= WORK ITEM =
Return the whole listing exactly as it stands.

= THE DATA =
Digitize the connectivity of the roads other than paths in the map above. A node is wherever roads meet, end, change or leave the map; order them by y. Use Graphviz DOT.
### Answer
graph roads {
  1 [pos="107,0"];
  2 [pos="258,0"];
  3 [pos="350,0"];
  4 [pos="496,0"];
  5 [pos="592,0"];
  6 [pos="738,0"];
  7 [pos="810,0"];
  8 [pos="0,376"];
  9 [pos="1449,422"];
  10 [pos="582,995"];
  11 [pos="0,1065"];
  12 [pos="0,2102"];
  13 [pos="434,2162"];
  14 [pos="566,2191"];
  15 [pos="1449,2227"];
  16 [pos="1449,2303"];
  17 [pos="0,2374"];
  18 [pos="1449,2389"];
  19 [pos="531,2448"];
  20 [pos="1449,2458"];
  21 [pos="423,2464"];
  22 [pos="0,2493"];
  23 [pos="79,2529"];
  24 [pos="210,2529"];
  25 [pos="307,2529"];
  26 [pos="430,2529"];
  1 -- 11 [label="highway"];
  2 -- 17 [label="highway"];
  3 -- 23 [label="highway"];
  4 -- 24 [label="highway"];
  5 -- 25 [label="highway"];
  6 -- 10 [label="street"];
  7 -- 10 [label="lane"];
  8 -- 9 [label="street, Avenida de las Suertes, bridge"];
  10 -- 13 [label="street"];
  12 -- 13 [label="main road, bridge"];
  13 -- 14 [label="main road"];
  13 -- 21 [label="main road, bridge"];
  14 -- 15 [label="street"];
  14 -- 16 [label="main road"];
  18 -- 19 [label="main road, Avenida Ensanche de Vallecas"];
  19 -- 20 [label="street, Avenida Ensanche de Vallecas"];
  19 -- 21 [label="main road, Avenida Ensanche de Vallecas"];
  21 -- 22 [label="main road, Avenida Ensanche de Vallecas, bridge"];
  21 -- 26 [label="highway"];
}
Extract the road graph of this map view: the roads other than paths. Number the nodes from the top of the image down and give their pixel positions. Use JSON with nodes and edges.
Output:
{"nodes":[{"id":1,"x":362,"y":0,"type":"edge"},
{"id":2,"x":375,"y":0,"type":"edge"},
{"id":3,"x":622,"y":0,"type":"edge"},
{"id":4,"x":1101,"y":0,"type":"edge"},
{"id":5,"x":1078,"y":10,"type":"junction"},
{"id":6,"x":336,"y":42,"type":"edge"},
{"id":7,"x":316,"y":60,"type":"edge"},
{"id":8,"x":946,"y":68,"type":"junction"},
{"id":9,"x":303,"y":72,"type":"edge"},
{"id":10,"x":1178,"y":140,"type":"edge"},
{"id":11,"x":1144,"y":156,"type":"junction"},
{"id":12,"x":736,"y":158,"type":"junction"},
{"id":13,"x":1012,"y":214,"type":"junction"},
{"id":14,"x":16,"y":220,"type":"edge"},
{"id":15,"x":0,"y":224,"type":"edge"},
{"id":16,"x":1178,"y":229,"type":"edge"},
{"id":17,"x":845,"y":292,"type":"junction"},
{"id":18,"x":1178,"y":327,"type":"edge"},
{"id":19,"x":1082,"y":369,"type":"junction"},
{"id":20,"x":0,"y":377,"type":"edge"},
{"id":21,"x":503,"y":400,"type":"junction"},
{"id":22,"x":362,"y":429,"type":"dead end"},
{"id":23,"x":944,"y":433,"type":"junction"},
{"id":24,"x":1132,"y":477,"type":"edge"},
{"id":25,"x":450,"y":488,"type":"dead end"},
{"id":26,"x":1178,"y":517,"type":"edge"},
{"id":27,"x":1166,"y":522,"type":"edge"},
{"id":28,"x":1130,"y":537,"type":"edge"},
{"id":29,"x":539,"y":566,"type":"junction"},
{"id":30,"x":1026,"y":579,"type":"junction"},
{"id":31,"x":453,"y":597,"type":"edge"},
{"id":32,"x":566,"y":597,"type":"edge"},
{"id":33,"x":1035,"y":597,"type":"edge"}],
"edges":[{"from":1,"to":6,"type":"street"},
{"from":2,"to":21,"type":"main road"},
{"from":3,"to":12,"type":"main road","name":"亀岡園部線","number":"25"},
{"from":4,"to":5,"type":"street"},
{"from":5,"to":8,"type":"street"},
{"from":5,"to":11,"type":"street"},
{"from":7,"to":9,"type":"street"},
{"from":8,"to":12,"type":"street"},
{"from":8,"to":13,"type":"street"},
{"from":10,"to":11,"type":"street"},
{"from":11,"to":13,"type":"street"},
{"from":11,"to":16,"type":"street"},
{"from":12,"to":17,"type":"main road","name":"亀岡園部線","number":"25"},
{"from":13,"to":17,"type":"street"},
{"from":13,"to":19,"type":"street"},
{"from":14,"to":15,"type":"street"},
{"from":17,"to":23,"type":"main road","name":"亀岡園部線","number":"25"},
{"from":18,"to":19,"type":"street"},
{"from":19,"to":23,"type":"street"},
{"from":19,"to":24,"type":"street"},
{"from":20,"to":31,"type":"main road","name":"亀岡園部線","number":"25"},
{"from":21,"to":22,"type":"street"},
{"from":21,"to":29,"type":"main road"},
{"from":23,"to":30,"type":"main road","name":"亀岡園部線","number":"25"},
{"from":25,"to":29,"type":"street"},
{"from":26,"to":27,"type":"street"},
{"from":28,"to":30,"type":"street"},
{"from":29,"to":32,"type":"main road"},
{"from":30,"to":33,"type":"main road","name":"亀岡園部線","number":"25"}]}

= EXERCISE SOLUTION =
Digitize the connectivity of the roads other than paths in the map above. A node is wherever roads meet, end, change or leave the map; order them by y. Use Graphviz DOT.
### Answer
graph roads {
  1 [pos="107,0"];
  2 [pos="258,0"];
  3 [pos="350,0"];
  4 [pos="496,0"];
  5 [pos="592,0"];
  6 [pos="738,0"];
  7 [pos="810,0"];
  8 [pos="0,376"];
  9 [pos="1449,422"];
  10 [pos="582,995"];
  11 [pos="0,1065"];
  12 [pos="0,2102"];
  13 [pos="434,2162"];
  14 [pos="566,2191"];
  15 [pos="1449,2227"];
  16 [pos="1449,2303"];
  17 [pos="0,2374"];
  18 [pos="1449,2389"];
  19 [pos="531,2448"];
  20 [pos="1449,2458"];
  21 [pos="423,2464"];
  22 [pos="0,2493"];
  23 [pos="79,2529"];
  24 [pos="210,2529"];
  25 [pos="307,2529"];
  26 [pos="430,2529"];
  1 -- 11 [label="highway"];
  2 -- 17 [label="highway"];
  3 -- 23 [label="highway"];
  4 -- 24 [label="highway"];
  5 -- 25 [label="highway"];
  6 -- 10 [label="street"];
  7 -- 10 [label="lane"];
  8 -- 9 [label="street, Avenida de las Suertes, bridge"];
  10 -- 13 [label="street"];
  12 -- 13 [label="main road, bridge"];
  13 -- 14 [label="main road"];
  13 -- 21 [label="main road, bridge"];
  14 -- 15 [label="street"];
  14 -- 16 [label="main road"];
  18 -- 19 [label="main road, Avenida Ensanche de Vallecas"];
  19 -- 20 [label="street, Avenida Ensanche de Vallecas"];
  19 -- 21 [label="main road, Avenida Ensanche de Vallecas"];
  21 -- 22 [label="main road, Avenida Ensanche de Vallecas, bridge"];
  21 -- 26 [label="highway"];
}
Extract the road graph of this map view: the roads other than paths. Number the nodes from the top of the image down and give their pixel positions. Use JSON with nodes and edges.
Output:
{"nodes":[{"id":1,"x":362,"y":0,"type":"edge"},
{"id":2,"x":375,"y":0,"type":"edge"},
{"id":3,"x":622,"y":0,"type":"edge"},
{"id":4,"x":1101,"y":0,"type":"edge"},
{"id":5,"x":1078,"y":10,"type":"junction"},
{"id":6,"x":336,"y":42,"type":"edge"},
{"id":7,"x":316,"y":60,"type":"edge"},
{"id":8,"x":946,"y":68,"type":"junction"},
{"id":9,"x":303,"y":72,"type":"edge"},
{"id":10,"x":1178,"y":140,"type":"edge"},
{"id":11,"x":1144,"y":156,"type":"junction"},
{"id":12,"x":736,"y":158,"type":"junction"},
{"id":13,"x":1012,"y":214,"type":"junction"},
{"id":14,"x":16,"y":220,"type":"edge"},
{"id":15,"x":0,"y":224,"type":"edge"},
{"id":16,"x":1178,"y":229,"type":"edge"},
{"id":17,"x":845,"y":292,"type":"junction"},
{"id":18,"x":1178,"y":327,"type":"edge"},
{"id":19,"x":1082,"y":369,"type":"junction"},
{"id":20,"x":0,"y":377,"type":"edge"},
{"id":21,"x":503,"y":400,"type":"junction"},
{"id":22,"x":362,"y":429,"type":"dead end"},
{"id":23,"x":944,"y":433,"type":"junction"},
{"id":24,"x":1132,"y":477,"type":"edge"},
{"id":25,"x":450,"y":488,"type":"dead end"},
{"id":26,"x":1178,"y":517,"type":"edge"},
{"id":27,"x":1166,"y":522,"type":"edge"},
{"id":28,"x":1130,"y":537,"type":"edge"},
{"id":29,"x":539,"y":566,"type":"junction"},
{"id":30,"x":1026,"y":579,"type":"junction"},
{"id":31,"x":453,"y":597,"type":"edge"},
{"id":32,"x":566,"y":597,"type":"edge"},
{"id":33,"x":1035,"y":597,"type":"edge"}],
"edges":[{"from":1,"to":6,"type":"street"},
{"from":2,"to":21,"type":"main road"},
{"from":3,"to":12,"type":"main road","name":"亀岡園部線","number":"25"},
{"from":4,"to":5,"type":"street"},
{"from":5,"to":8,"type":"street"},
{"from":5,"to":11,"type":"street"},
{"from":7,"to":9,"type":"street"},
{"from":8,"to":12,"type":"street"},
{"from":8,"to":13,"type":"street"},
{"from":10,"to":11,"type":"street"},
{"from":11,"to":13,"type":"street"},
{"from":11,"to":16,"type":"street"},
{"from":12,"to":17,"type":"main road","name":"亀岡園部線","number":"25"},
{"from":13,"to":17,"type":"street"},
{"from":13,"to":19,"type":"street"},
{"from":14,"to":15,"type":"street"},
{"from":17,"to":23,"type":"main road","name":"亀岡園部線","number":"25"},
{"from":18,"to":19,"type":"street"},
{"from":19,"to":23,"type":"street"},
{"from":19,"to":24,"type":"street"},
{"from":20,"to":31,"type":"main road","name":"亀岡園部線","number":"25"},
{"from":21,"to":22,"type":"street"},
{"from":21,"to":29,"type":"main road"},
{"from":23,"to":30,"type":"main road","name":"亀岡園部線","number":"25"},
{"from":25,"to":29,"type":"street"},
{"from":26,"to":27,"type":"street"},
{"from":28,"to":30,"type":"street"},
{"from":29,"to":32,"type":"main road"},
{"from":30,"to":33,"type":"main road","name":"亀岡園部線","number":"25"}]}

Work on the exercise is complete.